La State Bank of Mauritius (SBM) a accordé un prêt de 1,1 million d’euros (environ Rs 45 millions) à l’ancien ministre des Finances. Mais qu’en est-il de ceux qui ne s’appellent pas Vishnu Lutchmeenaraidoo? M. et Mme Tout-le-Monde ont-ils le droit de contracter des emprunts en euros? Pourrait-on bénéficier d’un taux d’intérêt de 1,5 %? Pour obtenir des réponses à ces questions, direction la SBM de Quatre-Bornes, en ce beau vendredi matin. Il a également fallu, par la suite, faire un petit détour par le bureau d’un ancien banquier averti, pour des détails sur les définitions.
Bonjour M. le banquier. Dites, les taux d’intérêt sont à combien chez vous pour (i) un «personal loan» et (ii) un «home loan», s’il vous plaît?
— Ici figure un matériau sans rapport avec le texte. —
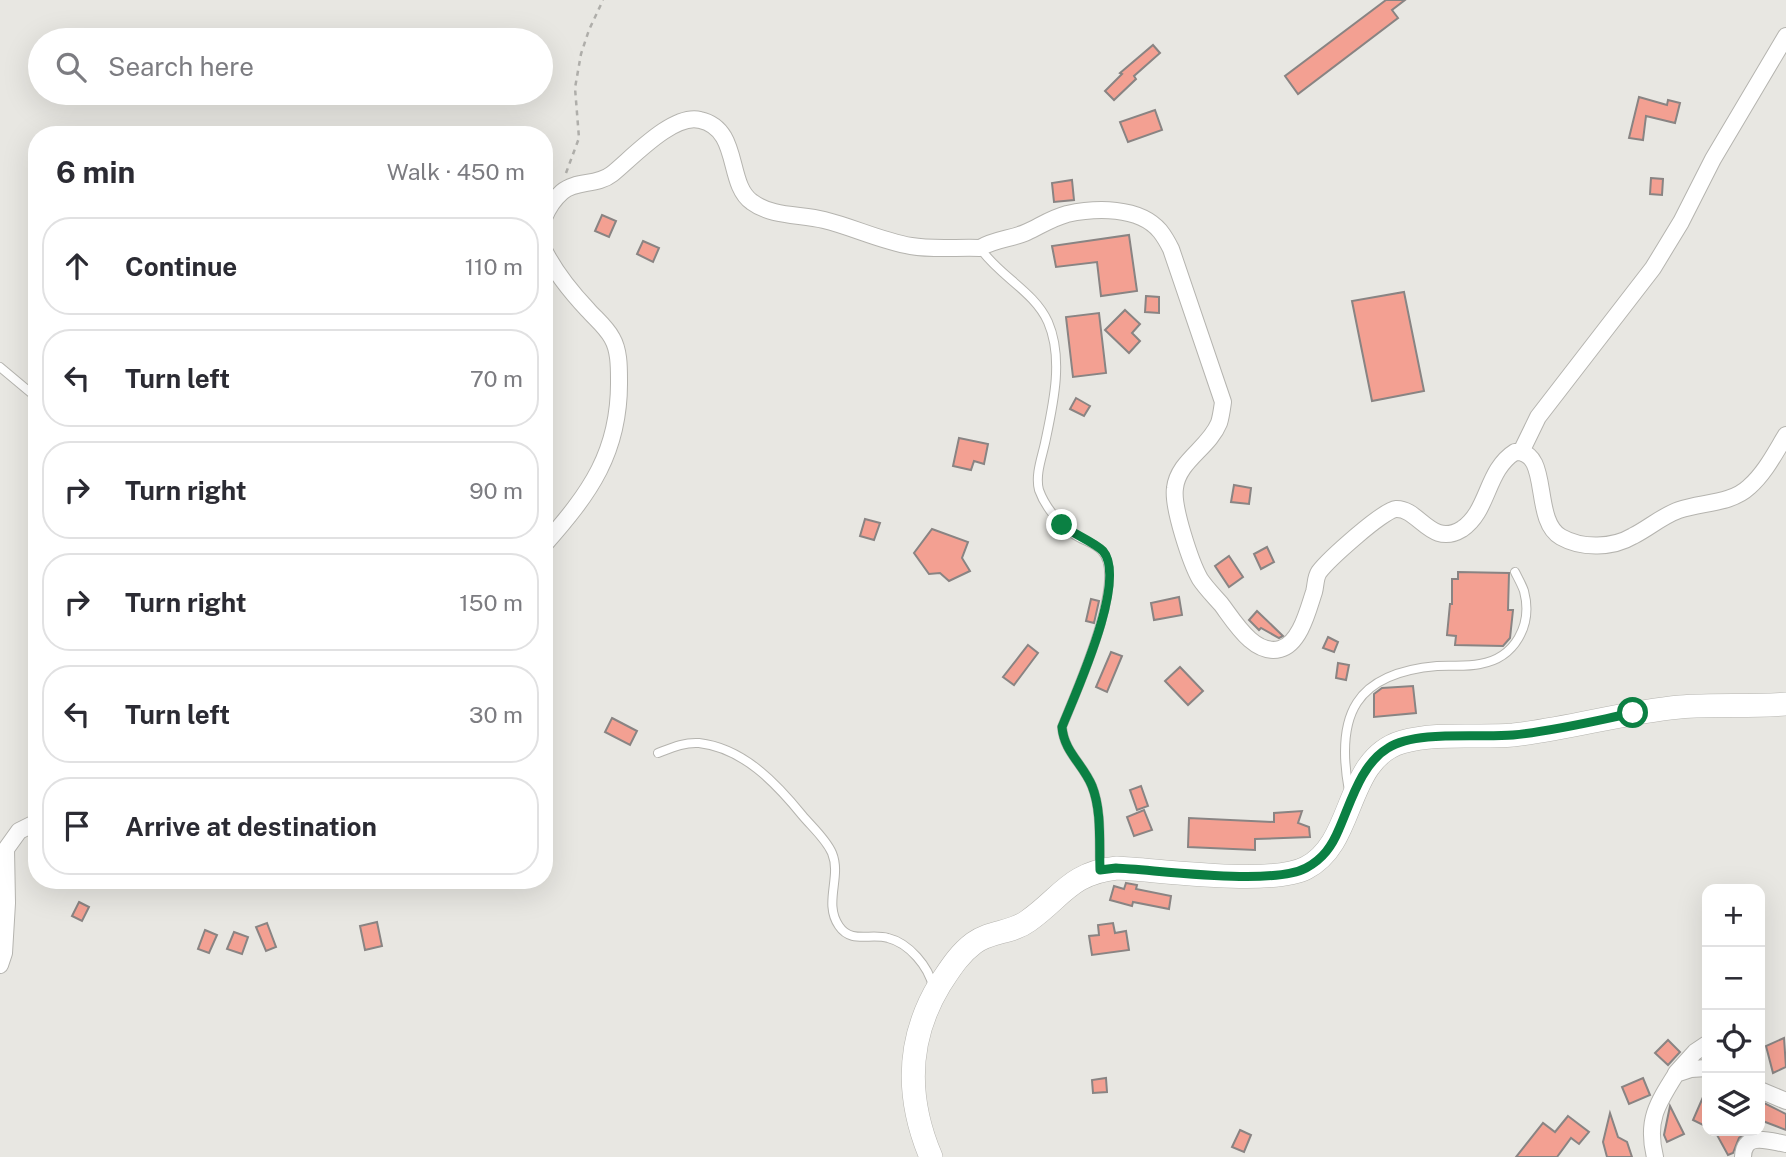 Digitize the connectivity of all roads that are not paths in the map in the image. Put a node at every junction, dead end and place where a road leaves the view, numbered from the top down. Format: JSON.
{"nodes":[{"id":1,"x":1786,"y":36,"type":"edge"},
{"id":2,"x":553,"y":203,"type":"edge"},
{"id":3,"x":981,"y":248,"type":"junction"},
{"id":4,"x":553,"y":266,"type":"edge"},
{"id":5,"x":0,"y":367,"type":"edge"},
{"id":6,"x":28,"y":390,"type":"edge"},
{"id":7,"x":1786,"y":435,"type":"edge"},
{"id":8,"x":1521,"y":452,"type":"junction"},
{"id":9,"x":553,"y":535,"type":"edge"},
{"id":10,"x":1515,"y":572,"type":"dead end"},
{"id":11,"x":1786,"y":704,"type":"edge"},
{"id":12,"x":658,"y":753,"type":"dead end"},
{"id":13,"x":1350,"y":801,"type":"junction"},
{"id":14,"x":28,"y":826,"type":"edge"},
{"id":15,"x":1100,"y":870,"type":"junction"},
{"id":16,"x":0,"y":965,"type":"edge"},
{"id":17,"x":934,"y":994,"type":"junction"},
{"id":18,"x":1702,"y":1047,"type":"edge"},
{"id":19,"x":1702,"y":1068,"type":"edge"},
{"id":20,"x":1676,"y":1074,"type":"junction"},
{"id":21,"x":1765,"y":1092,"type":"edge"},
{"id":22,"x":1786,"y":1101,"type":"edge"},
{"id":23,"x":1786,"y":1144,"type":"edge"},
{"id":24,"x":931,"y":1157,"type":"edge"},
{"id":25,"x":1656,"y":1157,"type":"edge"},
{"id":26,"x":1742,"y":1157,"type":"edge"}],
"edges":[{"from":1,"to":8,"type":"street"},
{"from":2,"to":3,"type":"street"},
{"from":3,"to":8,"type":"street"},
{"from":3,"to":15,"type":"lane"},
{"from":4,"to":9,"type":"street"},
{"from":5,"to":6,"type":"lane"},
{"from":7,"to":8,"type":"street"},
{"from":10,"to":13,"type":"lane"},
{"from":11,"to":13,"type":"street"},
{"from":12,"to":17,"type":"lane"},
{"from":13,"to":15,"type":"street"},
{"from":14,"to":16,"type":"street"},
{"from":15,"to":17,"type":"street"},
{"from":17,"to":24,"type":"street"},
{"from":18,"to":20,"type":"street"},
{"from":19,"to":20,"type":"street"},
{"from":20,"to":25,"type":"street"},
{"from":21,"to":22,"type":"street"},
{"from":23,"to":26,"type":"street"}]} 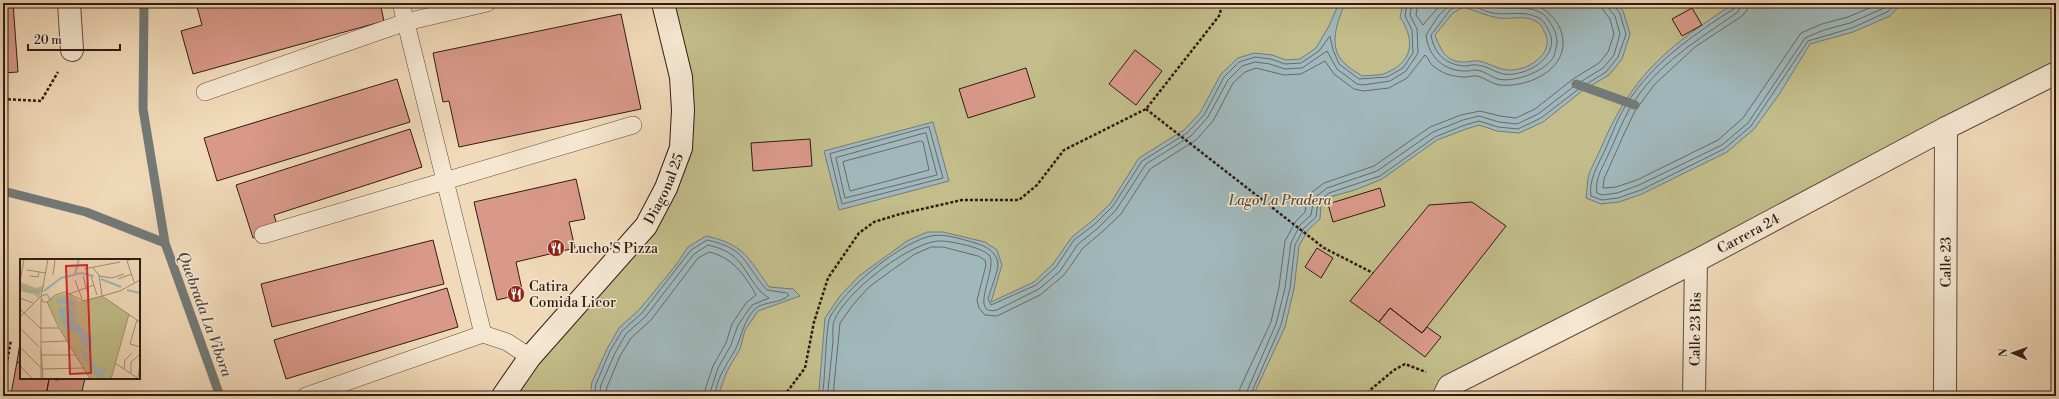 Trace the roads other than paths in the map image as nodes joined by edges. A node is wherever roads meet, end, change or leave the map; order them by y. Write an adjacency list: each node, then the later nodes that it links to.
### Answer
1 (69, 3): 6 (street)
2 (401, 3): 5 (lane)
3 (487, 3): 5 (lane)
4 (663, 3): 15 (street, Diagonal 25)
5 (406, 22): 8 (lane); 11 (lane)
6 (72, 50)
7 (2056, 73): 10 (street, Carrera 24)
8 (204, 92)
9 (633, 125): 11 (lane)
10 (1946, 128): 13 (street, Carrera 24); 20 (street, Calle 23)
11 (444, 181): 12 (lane); 14 (lane)
12 (263, 234)
13 (1696, 261): 16 (street, Carrera 24); 19 (street, Calle 23 Bis)
14 (483, 334): 15 (lane); 17 (lane)
15 (530, 357): 18 (street, Diagonal 25)
16 (1447, 391)
17 (306, 396)
18 (503, 396)
19 (1694, 396)
20 (1945, 396)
Pour un personal loan, le taux tourne autour de 12,6% par an. Si vous avez un ou deux garants, si vous empruntez au-delà de Rs 100 000, le taux est de 11,95%. Si vous n’avez pas de garant, que vous empruntez entre Rs 50 000 et Rs 100 000, le taux est de 12,45%. La période de remboursement s’étale sur 7 ans dans tous les cas. Concernant le home loan, mettons que vous empruntez Rs 1 million. Le taux est de 6,69% par an. Cela vous fait des mensualités de Rs 6 871 remboursables sur 25 ans. (NdlR, au final, donc, vous remboursez Rs 2 061 300).
Et si le taux d’intérêt grimpe ou descend, est-ce que ça influe sur le montant qu’on rembourse?
Bien entendu. Si ça descend, vous payez moins et vice versa.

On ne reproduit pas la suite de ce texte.